While Laguna Lake used to be a primary source of fish, “it now takes too long to grow fishes in cages. I have not harvested in the last two months,” the local village barangay said. Other families have to take out loans to keep businesses running, “otherwise we will have nothing to eat,” Edna Florano, a single mother of four, told JRS.

Relocation stalled

Jernee and Aiza Agnes returned one week ago to find that after two months, the water has only receded about 10 meters from where it was during the August floods that destroyed more than 14,000 houses, according to the International Federation of the Red Cross. “[Three months] was too long to stay in someone else’s house,” said Jernee, explaining why they returned.

While up to three million people in 30 cities throughout 16 provinces in Luzon were affected by the raging August monsoons, according to an August 11 report by the Department of Social Welfare and Development (DSWD), about 325,371 are from Laguna.

While the local village chief, or barangay, proposed a relocation site to the municipal government, payment negotiations for the private land has stalled.

Storms continue to rage

The typhoon season will last until the end of this month, and with an annual average of 20 tropical cyclones, people only recover one storm to get  hit by the next.

“I cannot clean the mud off my floor because another storm might flood my house again,” said one resident. Typhoon Ofel comes three years after typhoon Ketsana— the second most devastating typhoon in the region in recent decades— hit communities in Cabulusan, Panguil in October 2009, leaving more than 740 people dead and a billion dollars worth of damages.

Florida Sahagun, a widow, recalled “waves as high as coconut trees” from Ketsana that destroyed the upper section of her house. She is now repairing her mud- encrusted house from the August 2012 floods to make it liveable again.

Chona Unabia, another flood survivor in Panguil, had her house destroyed by Kestana and now wishes to relocate. “The government provided PHP 70,000 (USD 1,667) to rebuild a house, but we had no land that is safe to build,” she said. The family continues to face the onslaught of typhoons that come their way each year.

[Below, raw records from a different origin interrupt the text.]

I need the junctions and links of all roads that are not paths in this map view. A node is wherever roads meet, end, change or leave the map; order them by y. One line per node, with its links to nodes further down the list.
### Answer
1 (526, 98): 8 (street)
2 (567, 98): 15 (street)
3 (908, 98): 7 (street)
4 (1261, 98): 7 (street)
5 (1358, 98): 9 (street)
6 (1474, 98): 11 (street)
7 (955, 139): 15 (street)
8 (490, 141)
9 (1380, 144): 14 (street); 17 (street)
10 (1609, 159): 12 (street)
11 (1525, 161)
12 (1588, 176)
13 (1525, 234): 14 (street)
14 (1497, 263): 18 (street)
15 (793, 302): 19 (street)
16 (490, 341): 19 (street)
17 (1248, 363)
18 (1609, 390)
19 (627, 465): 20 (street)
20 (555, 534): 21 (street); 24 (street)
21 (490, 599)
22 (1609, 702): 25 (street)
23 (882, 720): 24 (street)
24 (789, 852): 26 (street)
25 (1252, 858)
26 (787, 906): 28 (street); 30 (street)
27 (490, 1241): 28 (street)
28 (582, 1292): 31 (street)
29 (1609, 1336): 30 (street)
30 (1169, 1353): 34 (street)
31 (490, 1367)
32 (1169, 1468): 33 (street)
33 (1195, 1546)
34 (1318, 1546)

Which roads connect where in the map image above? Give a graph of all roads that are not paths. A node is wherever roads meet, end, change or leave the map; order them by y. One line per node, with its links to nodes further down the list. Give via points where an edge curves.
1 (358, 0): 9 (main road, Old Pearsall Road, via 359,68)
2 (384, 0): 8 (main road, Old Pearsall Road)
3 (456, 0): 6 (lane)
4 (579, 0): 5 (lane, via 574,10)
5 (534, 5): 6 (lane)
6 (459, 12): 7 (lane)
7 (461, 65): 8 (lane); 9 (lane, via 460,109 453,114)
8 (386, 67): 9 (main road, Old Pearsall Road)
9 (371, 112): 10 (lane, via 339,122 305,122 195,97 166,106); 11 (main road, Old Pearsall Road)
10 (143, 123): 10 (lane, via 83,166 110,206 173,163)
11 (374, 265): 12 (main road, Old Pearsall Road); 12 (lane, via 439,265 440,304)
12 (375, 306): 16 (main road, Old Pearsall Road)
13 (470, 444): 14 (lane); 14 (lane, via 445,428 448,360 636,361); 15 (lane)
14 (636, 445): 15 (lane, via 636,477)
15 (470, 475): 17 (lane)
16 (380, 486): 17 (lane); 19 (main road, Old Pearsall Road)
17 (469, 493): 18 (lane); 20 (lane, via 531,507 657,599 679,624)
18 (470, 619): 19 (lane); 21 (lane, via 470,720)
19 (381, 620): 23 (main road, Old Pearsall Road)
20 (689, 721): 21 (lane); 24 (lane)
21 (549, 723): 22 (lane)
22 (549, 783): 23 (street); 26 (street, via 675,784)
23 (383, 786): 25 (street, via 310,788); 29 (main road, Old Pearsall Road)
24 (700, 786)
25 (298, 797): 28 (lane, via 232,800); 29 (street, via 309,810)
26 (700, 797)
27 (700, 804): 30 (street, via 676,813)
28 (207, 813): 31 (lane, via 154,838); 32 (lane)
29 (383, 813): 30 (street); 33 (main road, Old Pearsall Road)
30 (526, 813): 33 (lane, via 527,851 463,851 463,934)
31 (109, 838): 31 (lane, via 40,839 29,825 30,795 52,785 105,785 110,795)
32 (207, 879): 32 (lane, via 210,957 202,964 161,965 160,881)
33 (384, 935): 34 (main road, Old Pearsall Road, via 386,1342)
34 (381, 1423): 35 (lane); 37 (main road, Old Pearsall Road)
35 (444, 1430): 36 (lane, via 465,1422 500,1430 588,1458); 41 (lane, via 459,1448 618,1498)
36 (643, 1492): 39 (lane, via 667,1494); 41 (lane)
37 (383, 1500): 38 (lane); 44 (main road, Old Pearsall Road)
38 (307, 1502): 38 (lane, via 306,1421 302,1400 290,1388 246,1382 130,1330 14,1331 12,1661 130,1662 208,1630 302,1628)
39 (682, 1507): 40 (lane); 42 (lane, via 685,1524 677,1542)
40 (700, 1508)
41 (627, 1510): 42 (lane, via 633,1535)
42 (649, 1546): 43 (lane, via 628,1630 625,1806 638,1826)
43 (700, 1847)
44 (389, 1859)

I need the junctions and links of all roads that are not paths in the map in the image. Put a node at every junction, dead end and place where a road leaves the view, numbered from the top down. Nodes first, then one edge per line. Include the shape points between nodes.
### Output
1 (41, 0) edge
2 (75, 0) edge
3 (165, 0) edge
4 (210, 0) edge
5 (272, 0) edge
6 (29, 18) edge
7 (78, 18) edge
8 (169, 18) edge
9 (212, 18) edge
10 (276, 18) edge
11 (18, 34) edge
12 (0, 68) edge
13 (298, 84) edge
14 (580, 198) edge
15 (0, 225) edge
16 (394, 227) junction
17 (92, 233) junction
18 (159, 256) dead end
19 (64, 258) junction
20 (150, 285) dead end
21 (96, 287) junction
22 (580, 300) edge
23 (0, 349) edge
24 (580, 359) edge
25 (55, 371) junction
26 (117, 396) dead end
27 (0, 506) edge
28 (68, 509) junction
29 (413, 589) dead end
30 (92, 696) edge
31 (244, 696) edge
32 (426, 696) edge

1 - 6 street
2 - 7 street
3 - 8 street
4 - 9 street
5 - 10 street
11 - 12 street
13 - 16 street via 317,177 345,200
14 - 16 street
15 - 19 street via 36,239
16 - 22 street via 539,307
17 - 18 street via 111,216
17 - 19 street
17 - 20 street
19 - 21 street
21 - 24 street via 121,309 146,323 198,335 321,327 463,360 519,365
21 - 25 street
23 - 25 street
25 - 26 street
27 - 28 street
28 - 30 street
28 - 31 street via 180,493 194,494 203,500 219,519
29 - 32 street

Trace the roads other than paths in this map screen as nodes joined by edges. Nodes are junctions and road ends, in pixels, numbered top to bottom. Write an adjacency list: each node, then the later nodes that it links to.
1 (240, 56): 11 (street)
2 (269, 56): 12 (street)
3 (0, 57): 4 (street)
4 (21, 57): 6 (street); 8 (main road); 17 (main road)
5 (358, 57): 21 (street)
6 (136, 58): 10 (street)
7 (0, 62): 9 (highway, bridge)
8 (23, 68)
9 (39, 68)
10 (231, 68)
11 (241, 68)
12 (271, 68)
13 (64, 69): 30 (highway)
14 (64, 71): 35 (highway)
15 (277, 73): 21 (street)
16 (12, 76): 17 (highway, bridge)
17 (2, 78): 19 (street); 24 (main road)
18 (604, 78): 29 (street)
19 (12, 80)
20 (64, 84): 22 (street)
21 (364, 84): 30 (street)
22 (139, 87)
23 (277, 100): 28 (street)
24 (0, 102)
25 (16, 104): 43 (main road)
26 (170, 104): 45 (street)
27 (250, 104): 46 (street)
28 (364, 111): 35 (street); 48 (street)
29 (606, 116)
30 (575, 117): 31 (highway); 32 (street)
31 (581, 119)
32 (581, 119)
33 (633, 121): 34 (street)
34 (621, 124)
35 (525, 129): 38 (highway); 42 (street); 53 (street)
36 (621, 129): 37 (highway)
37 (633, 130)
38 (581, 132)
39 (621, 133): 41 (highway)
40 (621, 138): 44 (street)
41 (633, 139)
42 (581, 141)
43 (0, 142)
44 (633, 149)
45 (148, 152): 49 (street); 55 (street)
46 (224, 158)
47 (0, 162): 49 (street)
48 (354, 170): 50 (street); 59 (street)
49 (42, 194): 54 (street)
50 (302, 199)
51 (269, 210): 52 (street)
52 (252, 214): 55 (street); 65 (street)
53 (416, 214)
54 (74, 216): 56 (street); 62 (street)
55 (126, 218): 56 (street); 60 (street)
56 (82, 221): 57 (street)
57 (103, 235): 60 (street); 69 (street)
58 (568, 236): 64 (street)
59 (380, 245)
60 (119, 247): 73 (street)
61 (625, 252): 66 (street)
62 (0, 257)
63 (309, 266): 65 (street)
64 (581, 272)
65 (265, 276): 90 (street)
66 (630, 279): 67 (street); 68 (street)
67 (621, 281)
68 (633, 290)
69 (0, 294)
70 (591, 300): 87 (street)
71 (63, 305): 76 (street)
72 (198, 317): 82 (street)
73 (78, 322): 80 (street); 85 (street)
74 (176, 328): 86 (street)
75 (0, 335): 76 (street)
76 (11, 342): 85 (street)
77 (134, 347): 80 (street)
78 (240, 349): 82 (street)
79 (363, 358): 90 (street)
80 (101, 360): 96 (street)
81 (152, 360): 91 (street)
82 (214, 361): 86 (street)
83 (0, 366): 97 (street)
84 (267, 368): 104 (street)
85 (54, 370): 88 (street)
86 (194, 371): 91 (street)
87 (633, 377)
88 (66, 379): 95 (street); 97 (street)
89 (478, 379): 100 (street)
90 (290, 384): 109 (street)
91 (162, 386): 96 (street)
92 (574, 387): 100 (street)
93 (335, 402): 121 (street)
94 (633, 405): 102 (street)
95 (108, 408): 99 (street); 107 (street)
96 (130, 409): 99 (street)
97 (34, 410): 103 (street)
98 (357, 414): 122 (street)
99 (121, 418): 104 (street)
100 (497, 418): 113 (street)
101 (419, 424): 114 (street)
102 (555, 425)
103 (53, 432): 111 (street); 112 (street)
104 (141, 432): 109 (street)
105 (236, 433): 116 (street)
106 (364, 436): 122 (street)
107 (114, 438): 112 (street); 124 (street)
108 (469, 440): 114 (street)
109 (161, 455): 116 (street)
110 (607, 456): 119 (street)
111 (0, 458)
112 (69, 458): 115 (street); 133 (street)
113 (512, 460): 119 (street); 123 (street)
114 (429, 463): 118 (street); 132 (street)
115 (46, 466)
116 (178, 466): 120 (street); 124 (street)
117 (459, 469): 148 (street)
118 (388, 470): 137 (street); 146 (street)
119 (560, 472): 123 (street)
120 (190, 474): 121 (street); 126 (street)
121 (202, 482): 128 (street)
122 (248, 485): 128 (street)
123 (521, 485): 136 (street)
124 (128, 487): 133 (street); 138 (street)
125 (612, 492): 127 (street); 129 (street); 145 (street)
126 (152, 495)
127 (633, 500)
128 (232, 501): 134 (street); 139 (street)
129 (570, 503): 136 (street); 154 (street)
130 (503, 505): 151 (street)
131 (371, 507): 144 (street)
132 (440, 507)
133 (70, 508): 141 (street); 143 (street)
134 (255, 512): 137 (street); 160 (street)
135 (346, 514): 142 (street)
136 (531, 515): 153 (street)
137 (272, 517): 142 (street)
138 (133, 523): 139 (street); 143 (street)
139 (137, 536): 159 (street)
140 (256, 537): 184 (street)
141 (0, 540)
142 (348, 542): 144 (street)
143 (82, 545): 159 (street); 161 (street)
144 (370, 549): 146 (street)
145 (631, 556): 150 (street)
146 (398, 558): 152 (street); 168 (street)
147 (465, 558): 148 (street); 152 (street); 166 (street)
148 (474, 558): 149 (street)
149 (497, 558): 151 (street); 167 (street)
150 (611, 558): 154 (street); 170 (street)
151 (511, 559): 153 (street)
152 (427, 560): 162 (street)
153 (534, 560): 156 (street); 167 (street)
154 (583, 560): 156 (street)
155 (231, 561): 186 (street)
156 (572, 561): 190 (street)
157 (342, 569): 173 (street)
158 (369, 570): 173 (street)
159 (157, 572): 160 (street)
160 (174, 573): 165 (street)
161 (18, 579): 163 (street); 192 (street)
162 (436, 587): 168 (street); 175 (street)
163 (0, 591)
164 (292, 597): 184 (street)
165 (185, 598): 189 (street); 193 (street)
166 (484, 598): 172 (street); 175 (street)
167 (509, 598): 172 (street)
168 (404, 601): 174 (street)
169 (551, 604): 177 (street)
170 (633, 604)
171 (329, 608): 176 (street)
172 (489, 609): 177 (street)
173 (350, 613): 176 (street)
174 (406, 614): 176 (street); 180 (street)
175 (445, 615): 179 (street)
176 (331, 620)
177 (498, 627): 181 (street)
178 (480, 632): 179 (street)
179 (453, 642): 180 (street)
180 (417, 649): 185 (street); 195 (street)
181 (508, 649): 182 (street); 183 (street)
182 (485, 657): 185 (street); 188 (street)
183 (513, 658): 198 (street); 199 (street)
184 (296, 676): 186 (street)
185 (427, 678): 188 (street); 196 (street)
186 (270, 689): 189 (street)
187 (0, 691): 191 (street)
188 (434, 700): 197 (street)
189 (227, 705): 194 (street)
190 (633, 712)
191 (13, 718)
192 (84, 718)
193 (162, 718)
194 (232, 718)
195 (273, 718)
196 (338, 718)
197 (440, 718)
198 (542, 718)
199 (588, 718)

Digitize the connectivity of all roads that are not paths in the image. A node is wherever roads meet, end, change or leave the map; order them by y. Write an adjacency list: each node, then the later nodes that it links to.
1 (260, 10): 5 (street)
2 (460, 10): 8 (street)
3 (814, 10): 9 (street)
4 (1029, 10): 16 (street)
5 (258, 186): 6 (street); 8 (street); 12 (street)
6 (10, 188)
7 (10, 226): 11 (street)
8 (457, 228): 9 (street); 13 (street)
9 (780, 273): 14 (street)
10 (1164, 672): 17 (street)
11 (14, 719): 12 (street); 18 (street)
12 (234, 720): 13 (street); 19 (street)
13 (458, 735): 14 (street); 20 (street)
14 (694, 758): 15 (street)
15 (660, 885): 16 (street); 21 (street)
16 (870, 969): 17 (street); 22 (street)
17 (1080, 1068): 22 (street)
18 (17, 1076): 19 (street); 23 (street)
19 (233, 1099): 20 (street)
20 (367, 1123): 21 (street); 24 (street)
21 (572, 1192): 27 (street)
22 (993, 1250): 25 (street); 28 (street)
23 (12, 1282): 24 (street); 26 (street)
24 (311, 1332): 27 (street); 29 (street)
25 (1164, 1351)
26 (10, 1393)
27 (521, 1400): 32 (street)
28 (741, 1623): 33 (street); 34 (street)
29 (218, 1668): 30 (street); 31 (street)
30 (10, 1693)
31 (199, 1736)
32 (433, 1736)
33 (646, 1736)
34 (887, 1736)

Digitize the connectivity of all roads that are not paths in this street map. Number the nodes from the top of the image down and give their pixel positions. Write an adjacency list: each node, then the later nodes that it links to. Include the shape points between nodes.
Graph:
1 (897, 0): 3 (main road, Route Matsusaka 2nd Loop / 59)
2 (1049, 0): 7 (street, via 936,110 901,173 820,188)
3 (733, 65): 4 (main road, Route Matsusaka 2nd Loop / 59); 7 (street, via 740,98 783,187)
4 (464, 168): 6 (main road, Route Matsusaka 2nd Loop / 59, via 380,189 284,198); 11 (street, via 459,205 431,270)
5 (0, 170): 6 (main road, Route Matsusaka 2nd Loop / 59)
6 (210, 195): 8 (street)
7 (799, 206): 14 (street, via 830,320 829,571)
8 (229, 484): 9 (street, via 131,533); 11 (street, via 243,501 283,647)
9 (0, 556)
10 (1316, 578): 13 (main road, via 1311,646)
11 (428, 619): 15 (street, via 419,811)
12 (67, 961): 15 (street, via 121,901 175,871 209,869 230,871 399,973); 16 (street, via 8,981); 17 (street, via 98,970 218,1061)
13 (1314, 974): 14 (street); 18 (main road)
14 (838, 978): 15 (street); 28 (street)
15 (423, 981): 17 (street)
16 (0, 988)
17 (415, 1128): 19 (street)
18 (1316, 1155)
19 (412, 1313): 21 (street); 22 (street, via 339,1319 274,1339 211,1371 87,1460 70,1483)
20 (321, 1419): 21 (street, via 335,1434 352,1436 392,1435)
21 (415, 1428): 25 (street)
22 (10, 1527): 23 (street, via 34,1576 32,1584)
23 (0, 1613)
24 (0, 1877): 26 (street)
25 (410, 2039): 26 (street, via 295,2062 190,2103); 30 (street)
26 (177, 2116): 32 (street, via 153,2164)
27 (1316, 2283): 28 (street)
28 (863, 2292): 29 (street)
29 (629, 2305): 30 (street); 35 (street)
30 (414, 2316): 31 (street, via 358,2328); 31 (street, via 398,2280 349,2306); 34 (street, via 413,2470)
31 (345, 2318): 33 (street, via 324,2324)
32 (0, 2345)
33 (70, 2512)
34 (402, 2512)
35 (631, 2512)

Those who have returned to their homes after two months of flooding once again preparing to evacuate. On 29 October, during the JRS team visit,  the government issued storm signal 1— a warning to the disaster response teams in all municipalities to be on standby alert. Many families will not be able to sleep tonight.

Louie Bacomo, JRS Asia Pacific Regional Program Officer
* JRS works with the Social Action Center (SAC) network to provide food and assistance for flood-affected families in Pakil and Panguil, Laguna.